INSTRUCTIONS TO FOLLOW:
An exact reproduction of each record is required.

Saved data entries
------------------------------------
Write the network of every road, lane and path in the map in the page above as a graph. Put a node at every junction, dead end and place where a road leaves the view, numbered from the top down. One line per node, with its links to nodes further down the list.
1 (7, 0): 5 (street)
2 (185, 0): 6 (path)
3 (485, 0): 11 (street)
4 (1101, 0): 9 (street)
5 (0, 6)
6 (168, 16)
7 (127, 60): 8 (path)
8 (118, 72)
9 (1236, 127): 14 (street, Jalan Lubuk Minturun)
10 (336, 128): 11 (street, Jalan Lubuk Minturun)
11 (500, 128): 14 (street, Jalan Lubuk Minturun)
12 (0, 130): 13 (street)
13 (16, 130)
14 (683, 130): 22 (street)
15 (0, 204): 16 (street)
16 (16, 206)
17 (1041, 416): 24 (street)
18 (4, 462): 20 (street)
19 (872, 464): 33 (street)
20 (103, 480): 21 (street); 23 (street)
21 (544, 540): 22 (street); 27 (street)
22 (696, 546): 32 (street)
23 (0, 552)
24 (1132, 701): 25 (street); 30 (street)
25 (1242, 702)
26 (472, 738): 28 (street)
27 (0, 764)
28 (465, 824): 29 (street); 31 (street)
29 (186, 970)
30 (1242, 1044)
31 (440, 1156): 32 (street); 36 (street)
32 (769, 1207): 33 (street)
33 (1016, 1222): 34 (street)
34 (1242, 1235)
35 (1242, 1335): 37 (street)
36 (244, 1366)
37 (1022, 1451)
------------------------------------
RESPONSE:
Write the network of every road, lane and path in the map in the page above as a graph. Put a node at every junction, dead end and place where a road leaves the view, numbered from the top down. One line per node, with its links to nodes further down the list.
1 (7, 0): 5 (street)
2 (185, 0): 6 (path)
3 (485, 0): 11 (street)
4 (1101, 0): 9 (street)
5 (0, 6)
6 (168, 16)
7 (127, 60): 8 (path)
8 (118, 72)
9 (1236, 127): 14 (street, Jalan Lubuk Minturun)
10 (336, 128): 11 (street, Jalan Lubuk Minturun)
11 (500, 128): 14 (street, Jalan Lubuk Minturun)
12 (0, 130): 13 (street)
13 (16, 130)
14 (683, 130): 22 (street)
15 (0, 204): 16 (street)
16 (16, 206)
17 (1041, 416): 24 (street)
18 (4, 462): 20 (street)
19 (872, 464): 33 (street)
20 (103, 480): 21 (street); 23 (street)
21 (544, 540): 22 (street); 27 (street)
22 (696, 546): 32 (street)
23 (0, 552)
24 (1132, 701): 25 (street); 30 (street)
25 (1242, 702)
26 (472, 738): 28 (street)
27 (0, 764)
28 (465, 824): 29 (street); 31 (street)
29 (186, 970)
30 (1242, 1044)
31 (440, 1156): 32 (street); 36 (street)
32 (769, 1207): 33 (street)
33 (1016, 1222): 34 (street)
34 (1242, 1235)
35 (1242, 1335): 37 (street)
36 (244, 1366)
37 (1022, 1451)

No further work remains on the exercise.